◆ Records to use ◆
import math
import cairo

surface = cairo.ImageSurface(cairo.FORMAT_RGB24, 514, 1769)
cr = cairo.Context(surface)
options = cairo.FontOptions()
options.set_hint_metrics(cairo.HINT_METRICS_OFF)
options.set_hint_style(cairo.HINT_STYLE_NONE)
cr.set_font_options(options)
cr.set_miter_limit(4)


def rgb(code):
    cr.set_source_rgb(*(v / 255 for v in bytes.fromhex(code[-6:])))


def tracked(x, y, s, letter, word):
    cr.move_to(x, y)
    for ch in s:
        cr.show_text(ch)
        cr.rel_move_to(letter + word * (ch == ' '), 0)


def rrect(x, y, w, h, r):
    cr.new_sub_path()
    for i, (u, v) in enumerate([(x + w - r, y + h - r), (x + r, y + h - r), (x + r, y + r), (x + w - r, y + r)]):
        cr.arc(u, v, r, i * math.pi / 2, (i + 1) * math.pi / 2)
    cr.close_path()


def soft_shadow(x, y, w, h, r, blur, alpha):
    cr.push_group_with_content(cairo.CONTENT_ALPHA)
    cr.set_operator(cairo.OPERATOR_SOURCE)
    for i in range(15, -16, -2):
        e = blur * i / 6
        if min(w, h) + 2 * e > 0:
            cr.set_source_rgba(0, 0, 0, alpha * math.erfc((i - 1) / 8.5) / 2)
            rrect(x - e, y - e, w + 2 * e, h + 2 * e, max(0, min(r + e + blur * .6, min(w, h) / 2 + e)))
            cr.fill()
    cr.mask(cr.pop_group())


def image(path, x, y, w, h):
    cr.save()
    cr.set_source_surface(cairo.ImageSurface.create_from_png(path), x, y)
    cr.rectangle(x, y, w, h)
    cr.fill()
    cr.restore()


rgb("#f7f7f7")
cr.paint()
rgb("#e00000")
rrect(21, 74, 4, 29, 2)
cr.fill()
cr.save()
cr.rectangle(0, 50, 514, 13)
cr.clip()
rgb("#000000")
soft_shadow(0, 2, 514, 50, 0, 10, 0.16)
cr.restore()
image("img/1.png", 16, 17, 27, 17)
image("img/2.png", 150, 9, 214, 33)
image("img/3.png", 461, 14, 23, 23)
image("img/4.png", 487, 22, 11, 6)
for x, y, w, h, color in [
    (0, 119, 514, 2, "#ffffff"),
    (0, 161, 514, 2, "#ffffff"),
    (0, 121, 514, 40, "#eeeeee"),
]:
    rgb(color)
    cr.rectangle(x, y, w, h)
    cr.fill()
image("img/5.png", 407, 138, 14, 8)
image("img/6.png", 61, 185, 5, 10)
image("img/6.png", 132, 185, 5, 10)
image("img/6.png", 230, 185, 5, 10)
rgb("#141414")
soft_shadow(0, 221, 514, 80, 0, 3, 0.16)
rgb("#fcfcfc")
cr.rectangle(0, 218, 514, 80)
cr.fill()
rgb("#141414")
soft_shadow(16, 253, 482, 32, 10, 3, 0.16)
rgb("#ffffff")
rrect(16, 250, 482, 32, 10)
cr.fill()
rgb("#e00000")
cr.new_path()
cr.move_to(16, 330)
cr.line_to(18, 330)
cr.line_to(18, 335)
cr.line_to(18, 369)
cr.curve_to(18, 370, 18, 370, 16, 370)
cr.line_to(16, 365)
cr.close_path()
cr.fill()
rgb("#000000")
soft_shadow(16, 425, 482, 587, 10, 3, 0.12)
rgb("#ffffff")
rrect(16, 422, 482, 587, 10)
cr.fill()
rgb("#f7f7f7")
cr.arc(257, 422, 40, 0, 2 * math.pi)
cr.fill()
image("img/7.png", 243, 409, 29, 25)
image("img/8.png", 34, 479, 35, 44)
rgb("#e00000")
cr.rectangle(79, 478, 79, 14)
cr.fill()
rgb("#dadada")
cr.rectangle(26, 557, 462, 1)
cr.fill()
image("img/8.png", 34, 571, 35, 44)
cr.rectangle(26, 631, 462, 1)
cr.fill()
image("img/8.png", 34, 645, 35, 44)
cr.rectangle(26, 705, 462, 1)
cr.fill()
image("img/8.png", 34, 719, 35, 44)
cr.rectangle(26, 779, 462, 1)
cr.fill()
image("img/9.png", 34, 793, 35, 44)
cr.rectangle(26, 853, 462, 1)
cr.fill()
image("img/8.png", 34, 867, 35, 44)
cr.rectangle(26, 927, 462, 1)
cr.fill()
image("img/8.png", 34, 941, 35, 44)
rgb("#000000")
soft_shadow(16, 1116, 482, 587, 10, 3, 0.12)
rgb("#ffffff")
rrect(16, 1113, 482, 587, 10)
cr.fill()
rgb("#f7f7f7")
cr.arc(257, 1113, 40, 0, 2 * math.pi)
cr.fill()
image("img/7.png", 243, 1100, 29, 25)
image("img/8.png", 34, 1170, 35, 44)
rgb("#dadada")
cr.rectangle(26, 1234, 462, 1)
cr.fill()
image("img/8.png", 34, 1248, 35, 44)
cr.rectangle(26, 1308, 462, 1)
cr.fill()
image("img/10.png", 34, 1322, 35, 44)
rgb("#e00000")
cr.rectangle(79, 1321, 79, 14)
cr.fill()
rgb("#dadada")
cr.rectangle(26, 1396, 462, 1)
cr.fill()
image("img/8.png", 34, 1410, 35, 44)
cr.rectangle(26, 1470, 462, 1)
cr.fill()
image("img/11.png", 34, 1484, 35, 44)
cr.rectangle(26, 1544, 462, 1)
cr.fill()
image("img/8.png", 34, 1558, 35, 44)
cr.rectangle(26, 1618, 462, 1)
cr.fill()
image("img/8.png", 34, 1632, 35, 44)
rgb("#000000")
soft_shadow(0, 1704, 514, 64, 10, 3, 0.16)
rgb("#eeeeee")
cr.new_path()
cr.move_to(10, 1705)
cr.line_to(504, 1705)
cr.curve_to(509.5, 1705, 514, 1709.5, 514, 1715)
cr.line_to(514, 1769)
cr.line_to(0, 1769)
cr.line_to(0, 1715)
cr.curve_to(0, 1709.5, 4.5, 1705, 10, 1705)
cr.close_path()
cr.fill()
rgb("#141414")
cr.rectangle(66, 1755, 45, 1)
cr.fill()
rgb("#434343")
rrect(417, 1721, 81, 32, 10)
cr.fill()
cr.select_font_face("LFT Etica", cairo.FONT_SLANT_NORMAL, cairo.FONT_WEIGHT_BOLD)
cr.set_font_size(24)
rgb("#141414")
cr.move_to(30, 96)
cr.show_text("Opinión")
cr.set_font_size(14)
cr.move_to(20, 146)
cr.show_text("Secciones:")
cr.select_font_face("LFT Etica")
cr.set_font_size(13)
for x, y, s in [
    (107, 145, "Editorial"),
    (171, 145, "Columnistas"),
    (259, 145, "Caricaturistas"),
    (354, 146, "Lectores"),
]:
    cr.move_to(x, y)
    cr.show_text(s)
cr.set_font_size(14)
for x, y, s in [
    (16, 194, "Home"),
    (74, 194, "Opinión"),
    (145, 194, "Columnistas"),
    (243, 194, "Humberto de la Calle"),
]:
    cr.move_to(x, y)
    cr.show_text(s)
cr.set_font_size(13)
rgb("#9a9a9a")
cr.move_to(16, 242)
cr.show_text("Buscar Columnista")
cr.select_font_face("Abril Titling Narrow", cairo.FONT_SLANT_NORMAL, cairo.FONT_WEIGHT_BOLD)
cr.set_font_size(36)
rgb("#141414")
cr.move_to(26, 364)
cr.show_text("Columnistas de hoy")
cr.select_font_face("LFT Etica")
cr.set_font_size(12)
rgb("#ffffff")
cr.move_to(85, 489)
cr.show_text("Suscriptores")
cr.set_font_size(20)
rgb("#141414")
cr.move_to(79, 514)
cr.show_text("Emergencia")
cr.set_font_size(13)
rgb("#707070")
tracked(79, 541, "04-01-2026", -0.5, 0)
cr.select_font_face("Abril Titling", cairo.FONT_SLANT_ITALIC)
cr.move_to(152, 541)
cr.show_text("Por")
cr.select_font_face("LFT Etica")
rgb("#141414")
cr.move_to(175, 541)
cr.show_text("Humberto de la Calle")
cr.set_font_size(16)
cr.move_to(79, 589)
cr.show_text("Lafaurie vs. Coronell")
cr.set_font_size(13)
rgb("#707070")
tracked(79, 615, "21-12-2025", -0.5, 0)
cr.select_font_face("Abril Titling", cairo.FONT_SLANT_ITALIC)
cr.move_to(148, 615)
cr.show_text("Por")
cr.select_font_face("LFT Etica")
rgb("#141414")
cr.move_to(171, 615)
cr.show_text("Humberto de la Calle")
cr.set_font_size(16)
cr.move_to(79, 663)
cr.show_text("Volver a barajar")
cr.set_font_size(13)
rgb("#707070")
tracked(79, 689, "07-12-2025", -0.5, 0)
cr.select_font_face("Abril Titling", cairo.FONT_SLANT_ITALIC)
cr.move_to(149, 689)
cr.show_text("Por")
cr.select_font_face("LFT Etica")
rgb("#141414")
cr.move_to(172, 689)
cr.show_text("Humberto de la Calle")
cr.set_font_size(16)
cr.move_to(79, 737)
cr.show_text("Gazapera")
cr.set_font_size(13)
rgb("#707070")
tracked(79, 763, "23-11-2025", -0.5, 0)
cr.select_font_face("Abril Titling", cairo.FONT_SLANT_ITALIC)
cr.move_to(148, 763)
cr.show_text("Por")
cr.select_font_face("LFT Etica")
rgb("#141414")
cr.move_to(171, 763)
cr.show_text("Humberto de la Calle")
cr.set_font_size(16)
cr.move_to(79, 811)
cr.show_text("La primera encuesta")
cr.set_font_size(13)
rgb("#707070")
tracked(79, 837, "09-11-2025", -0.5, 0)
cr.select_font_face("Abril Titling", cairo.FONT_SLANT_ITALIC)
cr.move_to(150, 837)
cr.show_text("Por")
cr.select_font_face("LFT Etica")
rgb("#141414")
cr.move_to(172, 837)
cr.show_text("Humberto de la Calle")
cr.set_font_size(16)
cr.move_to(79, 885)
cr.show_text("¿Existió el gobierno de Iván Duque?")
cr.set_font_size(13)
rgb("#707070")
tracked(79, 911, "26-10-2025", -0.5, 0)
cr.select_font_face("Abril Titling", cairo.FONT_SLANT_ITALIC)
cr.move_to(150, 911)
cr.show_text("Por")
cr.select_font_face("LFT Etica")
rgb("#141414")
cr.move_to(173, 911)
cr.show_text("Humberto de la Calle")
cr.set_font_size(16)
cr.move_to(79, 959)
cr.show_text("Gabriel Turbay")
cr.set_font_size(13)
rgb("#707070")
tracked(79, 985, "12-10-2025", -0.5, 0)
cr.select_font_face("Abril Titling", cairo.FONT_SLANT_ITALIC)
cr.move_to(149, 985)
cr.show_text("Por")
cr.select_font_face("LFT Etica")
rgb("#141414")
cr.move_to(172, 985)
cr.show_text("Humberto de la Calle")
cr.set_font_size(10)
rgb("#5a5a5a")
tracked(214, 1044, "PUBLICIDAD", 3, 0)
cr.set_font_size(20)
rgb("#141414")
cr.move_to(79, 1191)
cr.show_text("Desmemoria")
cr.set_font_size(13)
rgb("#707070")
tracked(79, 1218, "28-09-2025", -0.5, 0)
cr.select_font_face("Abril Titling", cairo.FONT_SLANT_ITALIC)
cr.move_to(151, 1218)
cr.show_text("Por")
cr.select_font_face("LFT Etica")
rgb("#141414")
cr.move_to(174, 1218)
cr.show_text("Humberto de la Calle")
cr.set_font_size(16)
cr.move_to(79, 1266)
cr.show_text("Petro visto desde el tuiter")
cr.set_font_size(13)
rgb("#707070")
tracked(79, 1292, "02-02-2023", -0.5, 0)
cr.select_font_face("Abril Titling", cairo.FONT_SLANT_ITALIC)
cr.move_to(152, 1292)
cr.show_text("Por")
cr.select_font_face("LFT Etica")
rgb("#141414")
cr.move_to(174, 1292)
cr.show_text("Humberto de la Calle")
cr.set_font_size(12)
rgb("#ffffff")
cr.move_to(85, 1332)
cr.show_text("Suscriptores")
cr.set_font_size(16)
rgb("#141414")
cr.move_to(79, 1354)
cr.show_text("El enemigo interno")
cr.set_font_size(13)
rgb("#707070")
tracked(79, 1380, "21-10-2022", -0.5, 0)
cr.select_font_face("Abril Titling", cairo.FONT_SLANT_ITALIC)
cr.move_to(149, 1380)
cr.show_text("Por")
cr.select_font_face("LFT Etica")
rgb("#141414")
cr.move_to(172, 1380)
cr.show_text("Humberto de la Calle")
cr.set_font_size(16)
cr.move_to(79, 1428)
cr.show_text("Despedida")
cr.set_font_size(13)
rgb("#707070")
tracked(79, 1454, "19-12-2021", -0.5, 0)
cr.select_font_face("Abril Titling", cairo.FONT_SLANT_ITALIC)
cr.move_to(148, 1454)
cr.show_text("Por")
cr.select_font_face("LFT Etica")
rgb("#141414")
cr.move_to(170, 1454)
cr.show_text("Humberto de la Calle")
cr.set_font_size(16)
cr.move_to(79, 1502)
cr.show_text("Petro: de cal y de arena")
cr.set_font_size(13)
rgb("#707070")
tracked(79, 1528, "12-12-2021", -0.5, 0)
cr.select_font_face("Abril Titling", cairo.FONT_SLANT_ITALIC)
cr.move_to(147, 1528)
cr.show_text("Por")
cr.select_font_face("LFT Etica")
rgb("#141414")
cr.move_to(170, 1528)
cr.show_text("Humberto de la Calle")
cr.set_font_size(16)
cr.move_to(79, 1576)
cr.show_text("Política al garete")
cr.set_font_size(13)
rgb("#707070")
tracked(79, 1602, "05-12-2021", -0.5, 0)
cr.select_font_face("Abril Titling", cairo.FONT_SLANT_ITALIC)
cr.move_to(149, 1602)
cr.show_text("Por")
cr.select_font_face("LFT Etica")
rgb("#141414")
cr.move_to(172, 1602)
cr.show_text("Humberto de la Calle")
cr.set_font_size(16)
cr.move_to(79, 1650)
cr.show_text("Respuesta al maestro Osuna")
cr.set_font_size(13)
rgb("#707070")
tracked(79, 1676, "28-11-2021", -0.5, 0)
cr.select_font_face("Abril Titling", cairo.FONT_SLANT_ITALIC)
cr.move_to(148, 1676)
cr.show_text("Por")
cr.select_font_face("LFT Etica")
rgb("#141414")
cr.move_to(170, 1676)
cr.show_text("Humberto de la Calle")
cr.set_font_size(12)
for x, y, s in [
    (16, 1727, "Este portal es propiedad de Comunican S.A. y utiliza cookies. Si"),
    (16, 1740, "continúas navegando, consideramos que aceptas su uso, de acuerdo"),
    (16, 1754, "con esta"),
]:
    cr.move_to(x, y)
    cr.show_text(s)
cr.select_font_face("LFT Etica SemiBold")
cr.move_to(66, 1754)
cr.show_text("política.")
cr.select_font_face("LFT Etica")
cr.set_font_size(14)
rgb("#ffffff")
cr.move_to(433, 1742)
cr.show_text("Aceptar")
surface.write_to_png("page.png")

◆ Required action ◆
Your answer should be every line above that contains the word "letter".

◆ Reply ◆
def tracked(x, y, s, letter, word):
        cr.rel_move_to(letter + word * (ch == ' '), 0)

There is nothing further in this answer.